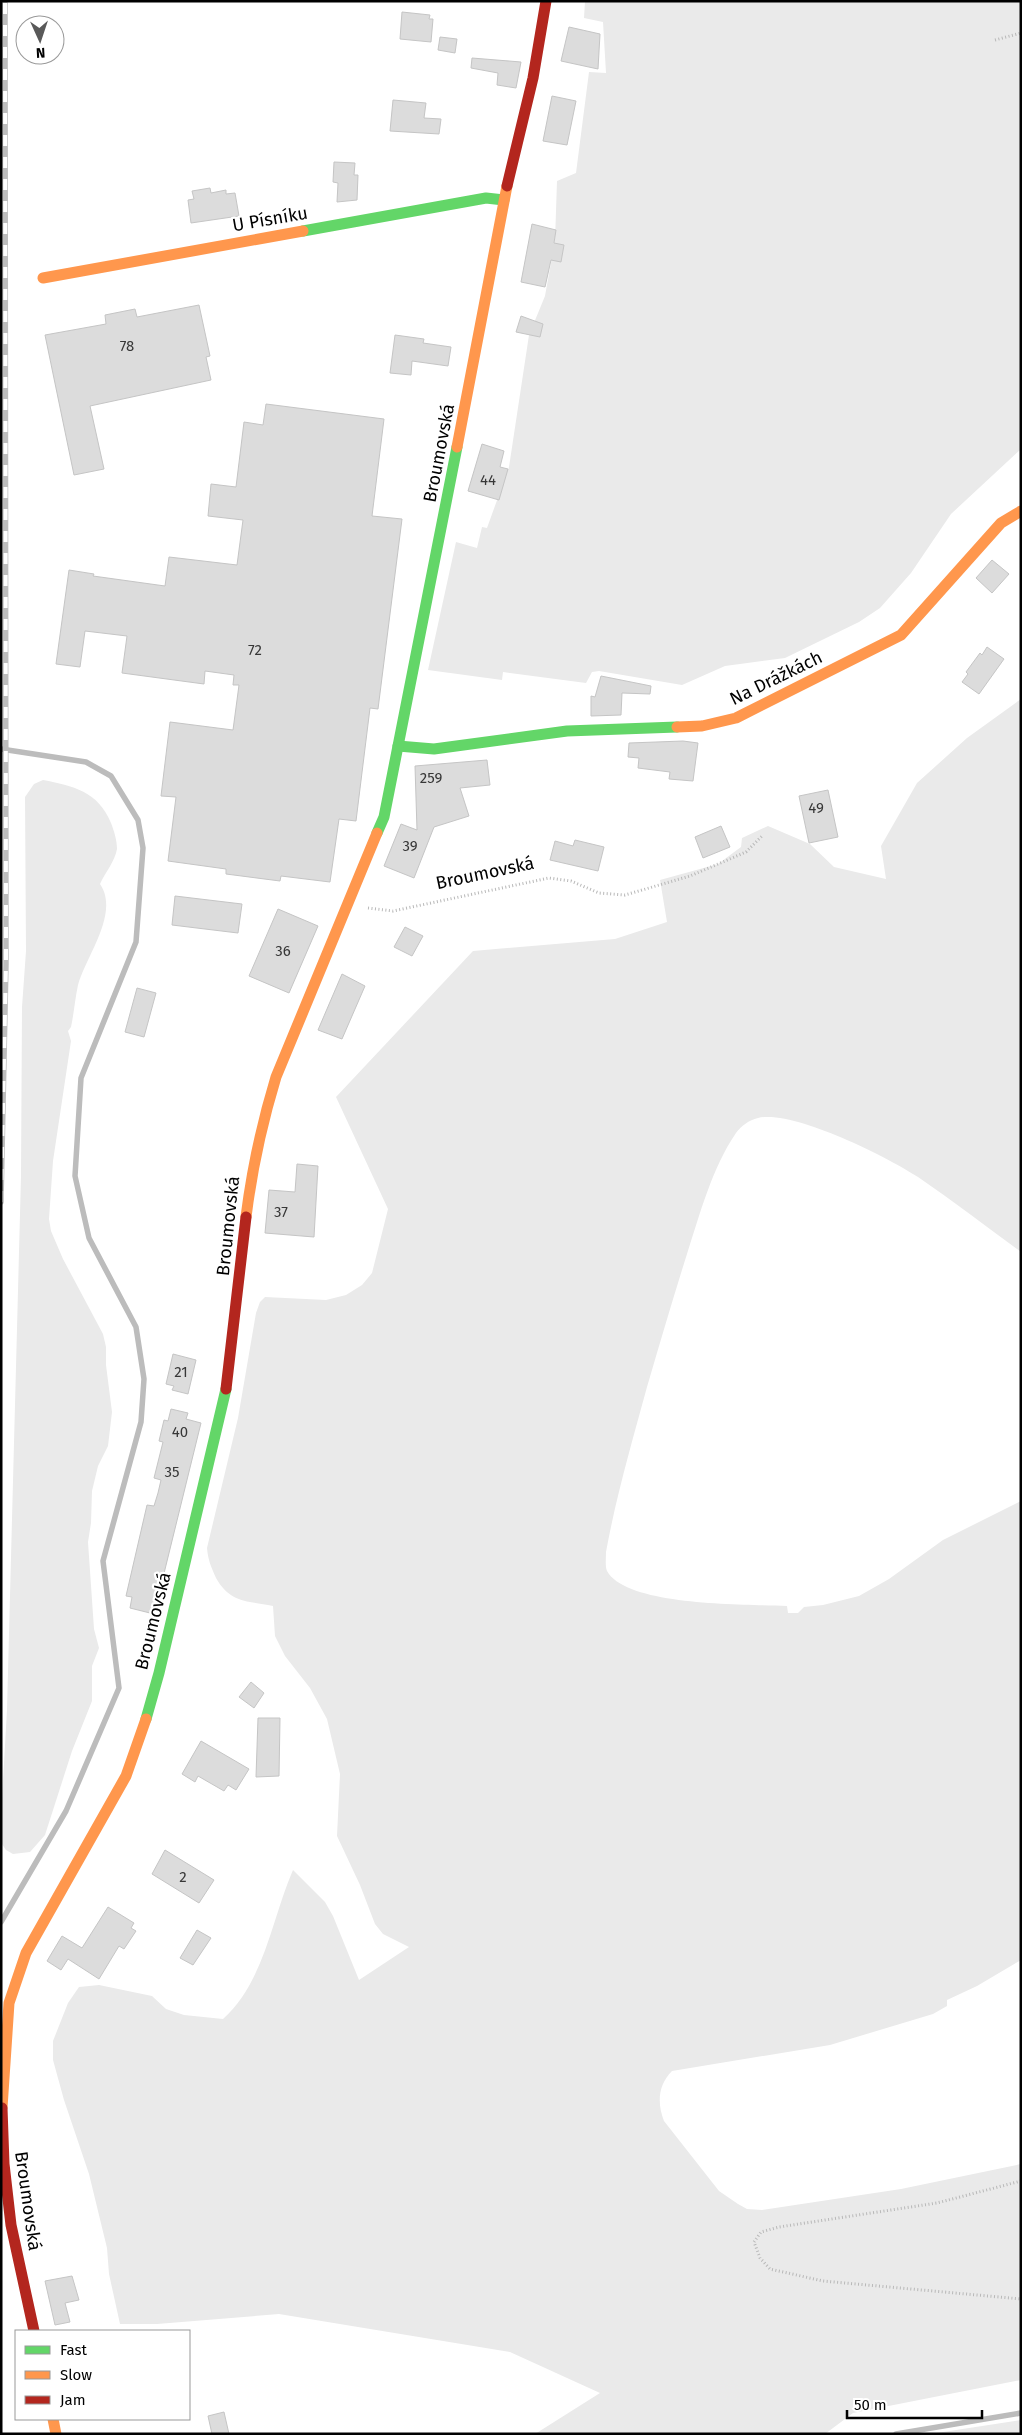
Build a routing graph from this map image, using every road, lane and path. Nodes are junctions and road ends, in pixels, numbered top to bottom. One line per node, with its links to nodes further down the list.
1 (546, 1): 4 (main road, Broumovská)
2 (1021, 33): 3 (path)
3 (995, 40)
4 (504, 200): 5 (main road, U Písníku); 7 (main road, Broumovská)
5 (43, 278)
6 (1021, 511): 7 (main road, Na Drážkách)
7 (398, 746): 9 (main road, Broumovská)
8 (763, 835): 9 (path, Broumovská)
9 (348, 906): 12 (main road, Broumovská)
10 (1021, 2181): 11 (path)
11 (1021, 2299)
12 (34, 2330)
13 (53, 2420): 14 (main road)
14 (56, 2434)

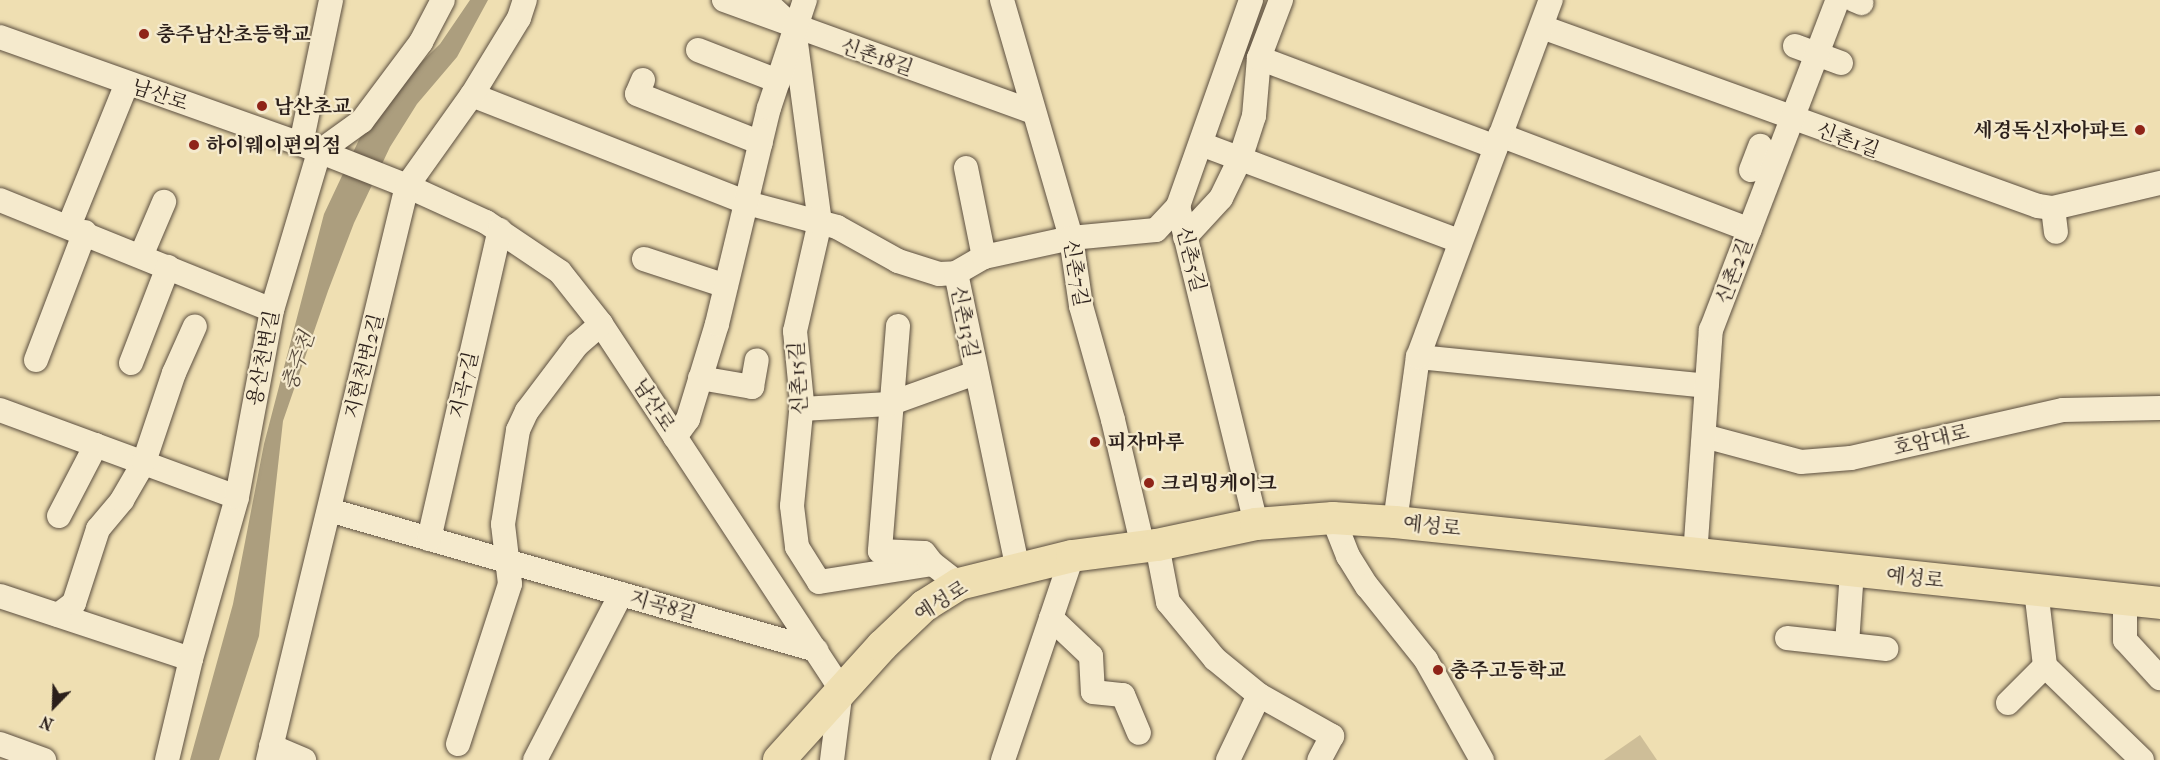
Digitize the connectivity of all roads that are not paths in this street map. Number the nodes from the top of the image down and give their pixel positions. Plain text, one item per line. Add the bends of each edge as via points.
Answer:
1 (331, 0) edge
2 (443, 0) edge
3 (525, 0) edge
4 (724, 0) edge
5 (764, 0) edge
6 (805, 0) edge
7 (1002, 0) edge
8 (1251, 0) edge
9 (1281, 0) edge
10 (1551, 0) edge
11 (1838, 0) edge
12 (1542, 27) junction
13 (794, 28) junction
14 (0, 38) edge
15 (698, 50) dead end
16 (1806, 50) junction
17 (1258, 58) junction
18 (1841, 63) dead end
19 (642, 80) dead end
20 (778, 81) junction
21 (127, 83) junction
22 (472, 95) junction
23 (1031, 111) junction
24 (1792, 119) junction
25 (1506, 130) junction
26 (761, 143) junction
27 (1201, 144) junction
28 (1760, 146) dead end
29 (310, 148) junction
30 (1240, 159) junction
31 (966, 168) dead end
32 (1751, 170) dead end
33 (2160, 183) edge
34 (407, 186) junction
35 (0, 200) edge
36 (164, 202) dead end
37 (747, 203) junction
38 (1178, 206) junction
39 (2053, 208) junction
40 (820, 222) junction
41 (77, 229) junction
42 (500, 230) junction
43 (1750, 230) junction
44 (2056, 232) dead end
45 (1185, 237) junction
46 (1071, 238) junction
47 (1459, 241) junction
48 (141, 256) junction
49 (984, 257) junction
50 (644, 259) dead end
51 (168, 267) junction
52 (956, 273) junction
53 (726, 286) junction
54 (272, 310) junction
55 (601, 324) junction
56 (195, 326) dead end
57 (897, 326) dead end
58 (1418, 357) junction
59 (36, 360) dead end
60 (757, 360) dead end
61 (131, 363) dead end
62 (975, 373) junction
63 (700, 378) junction
64 (1707, 386) junction
65 (889, 404) junction
66 (2160, 408) edge
67 (0, 410) edge
68 (801, 410) junction
69 (1704, 436) junction
70 (675, 437) junction
71 (96, 445) junction
72 (144, 462) junction
73 (237, 496) junction
74 (329, 510) junction
75 (59, 516) dead end
76 (1333, 518) junction
77 (1395, 522) junction
78 (1256, 524) junction
79 (429, 539) junction
80 (1150, 546) junction
81 (1072, 556) junction
82 (1695, 556) junction
83 (509, 562) junction
84 (933, 564) junction
85 (1018, 569) junction
86 (1852, 571) junction
87 (959, 584) junction
88 (2036, 590) junction
89 (621, 594) junction
90 (0, 596) edge
91 (2151, 601) edge
92 (58, 615) junction
93 (1051, 618) junction
94 (1787, 638) dead end
95 (1847, 644) junction
96 (1886, 649) dead end
97 (816, 650) junction
98 (191, 659) junction
99 (2045, 666) junction
100 (2160, 678) edge
101 (841, 689) junction
102 (1259, 695) junction
103 (2008, 703) dead end
104 (1139, 733) dead end
105 (0, 744) edge
106 (458, 744) dead end
107 (269, 753) edge
108 (44, 760) edge
109 (167, 760) edge
110 (304, 760) edge
111 (535, 760) edge
112 (778, 760) edge
113 (832, 760) edge
114 (1003, 760) edge
115 (1228, 760) edge
116 (1319, 760) edge
117 (1482, 760) edge
118 (2142, 760) edge

1 - 29 street, 용산천변길
2 - 29 street via 421,42 362,121
3 - 22 street, 지현천변2길 via 519,18
4 - 13 street, 신촌18길
5 - 13 street
6 - 13 street
7 - 23 street, 신촌7길
8 - 27 street, 신촌5길
9 - 17 street
10 - 12 street
11 - 16 street, 신촌2길
12 - 24 street, 신촌1길
12 - 25 street
13 - 20 street
13 - 23 street, 신촌18길
13 - 40 street, 신촌15길
14 - 21 street, 남산로
15 - 20 street
16 - 18 street
16 - 24 street, 신촌2길
17 - 25 street
17 - 30 street via 1254,116
19 - 26 street via 637,94
20 - 26 street
21 - 29 street, 남산로
21 - 41 street
22 - 34 street, 지현천변2길
22 - 37 street
23 - 46 street, 신촌7길
24 - 39 street, 신촌1길 via 2014,200
24 - 43 street, 신촌2길
25 - 43 street
25 - 47 street
26 - 37 street
27 - 30 street
27 - 38 street, 신촌5길
28 - 32 street
29 - 34 street, 남산로
29 - 54 street, 용산천변길
30 - 45 street via 1221,198
30 - 47 street
31 - 49 street
33 - 39 street, 신촌1길
34 - 42 street, 남산로
34 - 74 street, 지현천변2길
35 - 41 street
36 - 48 street
37 - 40 street
37 - 53 street
38 - 45 street, 신촌5길
38 - 46 street, 신촌13길 via 1156,230
39 - 44 street
40 - 52 street via 837,227 898,261 939,274
40 - 68 street, 신촌15길 via 795,331
41 - 48 street
41 - 59 street
42 - 55 street, 남산로 via 560,272
42 - 79 street, 지곡7길
43 - 64 street, 신촌2길 via 1711,330
45 - 78 street, 신촌5길
46 - 49 street, 신촌13길
46 - 80 street, 신촌7길 via 1080,306
47 - 58 street
48 - 51 street
49 - 52 street, 신촌13길
50 - 53 street
51 - 54 street
51 - 61 street
52 - 62 street, 신촌13길
53 - 63 street
54 - 73 street, 용산천변길
55 - 70 street, 남산로
55 - 83 street via 577,345 527,411 518,430 503,524
56 - 72 street via 174,373
57 - 65 street
58 - 64 street
58 - 77 street
60 - 63 street via 752,387
62 - 65 street
62 - 85 street, 신촌13길
63 - 70 street via 688,419
64 - 69 street, 신촌2길
65 - 68 street
65 - 84 street via 880,551 924,553
66 - 69 street, 호암대로 via 2063,410 1851,459 1801,462
67 - 71 street
68 - 84 street, 신촌15길 via 792,506 797,548 819,582
69 - 82 street, 신촌2길
70 - 97 street, 남산로
71 - 72 street
71 - 75 street
72 - 73 street
72 - 92 street via 122,500 98,529 75,603
73 - 98 street, 용산천변길
74 - 79 street, 지곡8길
74 - 107 street, 지현천변2길
76 - 77 main road, 예성로
76 - 78 main road, 예성로
76 - 117 street via 1361,576 1416,633
77 - 82 main road, 예성로
78 - 80 main road, 예성로
79 - 83 street, 지곡8길
80 - 81 main road, 예성로
80 - 102 street, 신촌7길 via 1168,602 1215,658
81 - 85 main road, 예성로
81 - 93 street
82 - 86 main road, 예성로
83 - 89 street, 지곡8길
83 - 106 street via 510,584
84 - 87 street
85 - 87 main road, 예성로
86 - 88 main road, 예성로
86 - 95 street
87 - 101 main road, 예성로 via 924,606
88 - 91 main road, 예성로
88 - 99 street
89 - 97 street, 지곡8길
89 - 111 street
90 - 92 street
91 - 100 street via 2125,640
92 - 98 street
93 - 104 street via 1091,656 1093,692 1123,695
93 - 114 street
94 - 95 street
95 - 96 street
97 - 101 street, 남산로
98 - 109 street, 용산천변길
99 - 103 street
99 - 118 street
101 - 112 main road, 예성로
101 - 113 street
102 - 115 street
102 - 116 street, 신촌7길 via 1332,735
105 - 108 street
107 - 110 street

● Brief
Give back each line above verbatim, dropping every picture.

● Answer to this problem
Build a routing graph from this map image, using every road, lane and path. Nodes are junctions and road ends, in pixels, numbered top to bottom. One line per node, with its links to nodes further down the list.
1 (546, 1): 4 (main road, Broumovská)
2 (1021, 33): 3 (path)
3 (995, 40)
4 (504, 200): 5 (main road, U Písníku); 7 (main road, Broumovská)
5 (43, 278)
6 (1021, 511): 7 (main road, Na Drážkách)
7 (398, 746): 9 (main road, Broumovská)
8 (763, 835): 9 (path, Broumovská)
9 (348, 906): 12 (main road, Broumovská)
10 (1021, 2181): 11 (path)
11 (1021, 2299)
12 (34, 2330)
13 (53, 2420): 14 (main road)
14 (56, 2434)

Digitize the connectivity of all roads that are not paths in this street map. Number the nodes from the top of the image down and give their pixel positions. Plain text, one item per line. Add the bends of each edge as via points.
Answer:
1 (331, 0) edge
2 (443, 0) edge
3 (525, 0) edge
4 (724, 0) edge
5 (764, 0) edge
6 (805, 0) edge
7 (1002, 0) edge
8 (1251, 0) edge
9 (1281, 0) edge
10 (1551, 0) edge
11 (1838, 0) edge
12 (1542, 27) junction
13 (794, 28) junction
14 (0, 38) edge
15 (698, 50) dead end
16 (1806, 50) junction
17 (1258, 58) junction
18 (1841, 63) dead end
19 (642, 80) dead end
20 (778, 81) junction
21 (127, 83) junction
22 (472, 95) junction
23 (1031, 111) junction
24 (1792, 119) junction
25 (1506, 130) junction
26 (761, 143) junction
27 (1201, 144) junction
28 (1760, 146) dead end
29 (310, 148) junction
30 (1240, 159) junction
31 (966, 168) dead end
32 (1751, 170) dead end
33 (2160, 183) edge
34 (407, 186) junction
35 (0, 200) edge
36 (164, 202) dead end
37 (747, 203) junction
38 (1178, 206) junction
39 (2053, 208) junction
40 (820, 222) junction
41 (77, 229) junction
42 (500, 230) junction
43 (1750, 230) junction
44 (2056, 232) dead end
45 (1185, 237) junction
46 (1071, 238) junction
47 (1459, 241) junction
48 (141, 256) junction
49 (984, 257) junction
50 (644, 259) dead end
51 (168, 267) junction
52 (956, 273) junction
53 (726, 286) junction
54 (272, 310) junction
55 (601, 324) junction
56 (195, 326) dead end
57 (897, 326) dead end
58 (1418, 357) junction
59 (36, 360) dead end
60 (757, 360) dead end
61 (131, 363) dead end
62 (975, 373) junction
63 (700, 378) junction
64 (1707, 386) junction
65 (889, 404) junction
66 (2160, 408) edge
67 (0, 410) edge
68 (801, 410) junction
69 (1704, 436) junction
70 (675, 437) junction
71 (96, 445) junction
72 (144, 462) junction
73 (237, 496) junction
74 (329, 510) junction
75 (59, 516) dead end
76 (1333, 518) junction
77 (1395, 522) junction
78 (1256, 524) junction
79 (429, 539) junction
80 (1150, 546) junction
81 (1072, 556) junction
82 (1695, 556) junction
83 (509, 562) junction
84 (933, 564) junction
85 (1018, 569) junction
86 (1852, 571) junction
87 (959, 584) junction
88 (2036, 590) junction
89 (621, 594) junction
90 (0, 596) edge
91 (2151, 601) edge
92 (58, 615) junction
93 (1051, 618) junction
94 (1787, 638) dead end
95 (1847, 644) junction
96 (1886, 649) dead end
97 (816, 650) junction
98 (191, 659) junction
99 (2045, 666) junction
100 (2160, 678) edge
101 (841, 689) junction
102 (1259, 695) junction
103 (2008, 703) dead end
104 (1139, 733) dead end
105 (0, 744) edge
106 (458, 744) dead end
107 (269, 753) edge
108 (44, 760) edge
109 (167, 760) edge
110 (304, 760) edge
111 (535, 760) edge
112 (778, 760) edge
113 (832, 760) edge
114 (1003, 760) edge
115 (1228, 760) edge
116 (1319, 760) edge
117 (1482, 760) edge
118 (2142, 760) edge

1 - 29 street, 용산천변길
2 - 29 street via 421,42 362,121
3 - 22 street, 지현천변2길 via 519,18
4 - 13 street, 신촌18길
5 - 13 street
6 - 13 street
7 - 23 street, 신촌7길
8 - 27 street, 신촌5길
9 - 17 street
10 - 12 street
11 - 16 street, 신촌2길
12 - 24 street, 신촌1길
12 - 25 street
13 - 20 street
13 - 23 street, 신촌18길
13 - 40 street, 신촌15길
14 - 21 street, 남산로
15 - 20 street
16 - 18 street
16 - 24 street, 신촌2길
17 - 25 street
17 - 30 street via 1254,116
19 - 26 street via 637,94
20 - 26 street
21 - 29 street, 남산로
21 - 41 street
22 - 34 street, 지현천변2길
22 - 37 street
23 - 46 street, 신촌7길
24 - 39 street, 신촌1길 via 2014,200
24 - 43 street, 신촌2길
25 - 43 street
25 - 47 street
26 - 37 street
27 - 30 street
27 - 38 street, 신촌5길
28 - 32 street
29 - 34 street, 남산로
29 - 54 street, 용산천변길
30 - 45 street via 1221,198
30 - 47 street
31 - 49 street
33 - 39 street, 신촌1길
34 - 42 street, 남산로
34 - 74 street, 지현천변2길
35 - 41 street
36 - 48 street
37 - 40 street
37 - 53 street
38 - 45 street, 신촌5길
38 - 46 street, 신촌13길 via 1156,230
39 - 44 street
40 - 52 street via 837,227 898,261 939,274
40 - 68 street, 신촌15길 via 795,331
41 - 48 street
41 - 59 street
42 - 55 street, 남산로 via 560,272
42 - 79 street, 지곡7길
43 - 64 street, 신촌2길 via 1711,330
45 - 78 street, 신촌5길
46 - 49 street, 신촌13길
46 - 80 street, 신촌7길 via 1080,306
47 - 58 street
48 - 51 street
49 - 52 street, 신촌13길
50 - 53 street
51 - 54 street
51 - 61 street
52 - 62 street, 신촌13길
53 - 63 street
54 - 73 street, 용산천변길
55 - 70 street, 남산로
55 - 83 street via 577,345 527,411 518,430 503,524
56 - 72 street via 174,373
57 - 65 street
58 - 64 street
58 - 77 street
60 - 63 street via 752,387
62 - 65 street
62 - 85 street, 신촌13길
63 - 70 street via 688,419
64 - 69 street, 신촌2길
65 - 68 street
65 - 84 street via 880,551 924,553
66 - 69 street, 호암대로 via 2063,410 1851,459 1801,462
67 - 71 street
68 - 84 street, 신촌15길 via 792,506 797,548 819,582
69 - 82 street, 신촌2길
70 - 97 street, 남산로
71 - 72 street
71 - 75 street
72 - 73 street
72 - 92 street via 122,500 98,529 75,603
73 - 98 street, 용산천변길
74 - 79 street, 지곡8길
74 - 107 street, 지현천변2길
76 - 77 main road, 예성로
76 - 78 main road, 예성로
76 - 117 street via 1361,576 1416,633
77 - 82 main road, 예성로
78 - 80 main road, 예성로
79 - 83 street, 지곡8길
80 - 81 main road, 예성로
80 - 102 street, 신촌7길 via 1168,602 1215,658
81 - 85 main road, 예성로
81 - 93 street
82 - 86 main road, 예성로
83 - 89 street, 지곡8길
83 - 106 street via 510,584
84 - 87 street
85 - 87 main road, 예성로
86 - 88 main road, 예성로
86 - 95 street
87 - 101 main road, 예성로 via 924,606
88 - 91 main road, 예성로
88 - 99 street
89 - 97 street, 지곡8길
89 - 111 street
90 - 92 street
91 - 100 street via 2125,640
92 - 98 street
93 - 104 street via 1091,656 1093,692 1123,695
93 - 114 street
94 - 95 street
95 - 96 street
97 - 101 street, 남산로
98 - 109 street, 용산천변길
99 - 103 street
99 - 118 street
101 - 112 main road, 예성로
101 - 113 street
102 - 115 street
102 - 116 street, 신촌7길 via 1332,735
105 - 108 street
107 - 110 street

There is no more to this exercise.